This Italian island’s name is pronounced CAP-ree, rather than ca-PREE. Capri was not named for goats (as one might guess from the name, since “capreae” is Latin for “goats”) but for a colony of wild boars that the first ancient settlers found there (“kapros” is Greek for “boar”).
Our tour group went to Capri in March (during the off-season) via a large ferry boat from Naples. Everyone else in our footsore group opted for a bus tour, but my friend Carol and I decided to hike around on our own. Those who went on the bus tour said it was rather unsatisfactory, and was geared more for people who wanted to shop at the many expensive boutiques scattered across the island.
Capri is very, very expensive if you plan to stay there; expect to pay upwards of $300US a night for a hotel room. A much better tactic is to stay someplace on the coast (like in Sorrento) and make a day trip out to the island.
Capri is one of the most beautiful places I’ve ever been. I think Carol and I spent a solid five or six minutes just wandering around going “Wow!” after we got there. The scenery is just stunningly gorgeous.
We took a funicular up from the dock to the main town. After exploring the lovely Augustus Garden, we went to the 14th century Carthusian monastery of San Giacomo. We wandered into the municipal public library that’s housed in the monastery, and the young man there let us into the museum, which was closed for the day. The museum is pretty small, but still has its share of treasures.
We also went up to see the Villa Jovis, the Roman ruins at the top of Capri. The Villa Jovis was the palace of the Roman emperor Tiberius; he ruled the empire from the island for about 12 years until his death (if you’ve seen the movie Caligula, much of it takes place in the palace at Capri).
The ruins are very much worth seeing, but, unless you’re in much better physical condition than the average U.S. tourist, don’t believe travel expert Rick Steves when he says one can make it from the town to Villa Jovis in a mere 45 minutes. The hike up the mountainous island will take you closer to an hour or an hour and a half. I’m pretty sure the hike would have been too much for at least half our tour group. Wear good shoes, and bring water, because you’ll need it.
The path up to Villa Jovis is not as well-marked as one would hope, and it’s easy to take a wrong turn and end up at the Natural Arch instead. Not that that’s necessarily a bad thing, because the natural arch — a huge arch formed naturally by the action of wind and water — is quite beautiful.
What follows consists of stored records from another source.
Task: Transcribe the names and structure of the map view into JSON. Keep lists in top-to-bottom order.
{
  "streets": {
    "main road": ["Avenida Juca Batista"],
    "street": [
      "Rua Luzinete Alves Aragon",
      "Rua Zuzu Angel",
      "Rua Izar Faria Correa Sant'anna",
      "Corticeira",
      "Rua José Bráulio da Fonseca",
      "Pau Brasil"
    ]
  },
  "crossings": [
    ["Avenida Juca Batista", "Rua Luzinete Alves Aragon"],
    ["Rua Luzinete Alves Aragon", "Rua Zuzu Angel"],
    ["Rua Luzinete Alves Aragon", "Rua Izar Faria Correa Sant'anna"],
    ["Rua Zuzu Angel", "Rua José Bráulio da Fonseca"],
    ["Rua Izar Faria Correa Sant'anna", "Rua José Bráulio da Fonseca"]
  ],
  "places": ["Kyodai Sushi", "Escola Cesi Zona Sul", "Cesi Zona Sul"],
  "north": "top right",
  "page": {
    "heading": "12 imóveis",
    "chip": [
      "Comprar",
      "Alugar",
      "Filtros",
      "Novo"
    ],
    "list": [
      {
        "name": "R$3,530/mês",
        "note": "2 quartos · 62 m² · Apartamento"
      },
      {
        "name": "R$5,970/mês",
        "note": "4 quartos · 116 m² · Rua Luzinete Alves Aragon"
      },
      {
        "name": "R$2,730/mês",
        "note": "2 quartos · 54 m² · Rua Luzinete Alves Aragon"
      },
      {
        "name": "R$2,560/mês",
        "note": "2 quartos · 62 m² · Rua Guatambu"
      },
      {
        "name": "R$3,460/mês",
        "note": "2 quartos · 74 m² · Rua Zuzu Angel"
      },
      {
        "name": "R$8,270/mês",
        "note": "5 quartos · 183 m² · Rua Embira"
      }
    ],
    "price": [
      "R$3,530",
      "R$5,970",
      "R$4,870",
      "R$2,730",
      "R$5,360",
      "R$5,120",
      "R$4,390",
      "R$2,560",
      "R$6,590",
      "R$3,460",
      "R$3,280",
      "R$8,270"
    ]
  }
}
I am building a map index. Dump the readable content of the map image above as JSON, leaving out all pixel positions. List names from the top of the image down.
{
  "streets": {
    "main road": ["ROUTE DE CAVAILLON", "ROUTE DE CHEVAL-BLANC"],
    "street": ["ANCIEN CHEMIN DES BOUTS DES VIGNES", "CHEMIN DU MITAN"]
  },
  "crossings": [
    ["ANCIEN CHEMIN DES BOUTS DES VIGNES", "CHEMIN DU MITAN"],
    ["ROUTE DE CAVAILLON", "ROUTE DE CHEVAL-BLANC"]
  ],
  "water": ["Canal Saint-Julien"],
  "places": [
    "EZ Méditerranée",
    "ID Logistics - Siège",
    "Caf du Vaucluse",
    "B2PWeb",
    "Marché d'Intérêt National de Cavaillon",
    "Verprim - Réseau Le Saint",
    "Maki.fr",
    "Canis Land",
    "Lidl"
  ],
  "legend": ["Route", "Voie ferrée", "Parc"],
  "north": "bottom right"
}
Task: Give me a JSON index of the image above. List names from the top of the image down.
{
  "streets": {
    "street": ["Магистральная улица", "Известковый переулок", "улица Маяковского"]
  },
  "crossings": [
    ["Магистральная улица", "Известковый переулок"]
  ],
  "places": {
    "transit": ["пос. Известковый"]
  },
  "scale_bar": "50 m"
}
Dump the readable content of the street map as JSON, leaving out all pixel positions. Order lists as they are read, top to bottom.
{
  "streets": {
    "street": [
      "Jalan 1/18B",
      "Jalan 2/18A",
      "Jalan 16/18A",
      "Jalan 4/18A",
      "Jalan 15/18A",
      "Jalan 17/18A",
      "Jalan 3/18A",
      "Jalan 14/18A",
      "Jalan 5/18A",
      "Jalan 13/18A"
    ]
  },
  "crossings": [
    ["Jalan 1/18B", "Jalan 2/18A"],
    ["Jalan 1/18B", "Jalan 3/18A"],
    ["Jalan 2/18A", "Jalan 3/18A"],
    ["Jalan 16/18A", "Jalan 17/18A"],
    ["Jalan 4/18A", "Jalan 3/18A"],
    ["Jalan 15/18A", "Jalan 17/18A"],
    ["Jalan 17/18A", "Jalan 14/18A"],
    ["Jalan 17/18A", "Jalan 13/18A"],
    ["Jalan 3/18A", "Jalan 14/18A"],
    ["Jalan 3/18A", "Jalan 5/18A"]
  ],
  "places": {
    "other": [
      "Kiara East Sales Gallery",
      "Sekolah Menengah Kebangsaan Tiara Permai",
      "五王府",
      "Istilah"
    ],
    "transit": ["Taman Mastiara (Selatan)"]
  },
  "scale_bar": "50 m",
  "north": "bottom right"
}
The trek to Villa Jovis also lets you see some very nice houses and landscape. Chances are, though, you won’t be in a mood to notice them until you’re on your way back down to the town.
We did not go see The Blue Grotto, which is a partially submerged cave you can visit in which the water seems to glow a brilliant blue. Other people we met there said that while the grotto’s pretty, you don’t get to spend much time there considering how much the boat trips cost, and all in all it’s a bit of a tourist trap.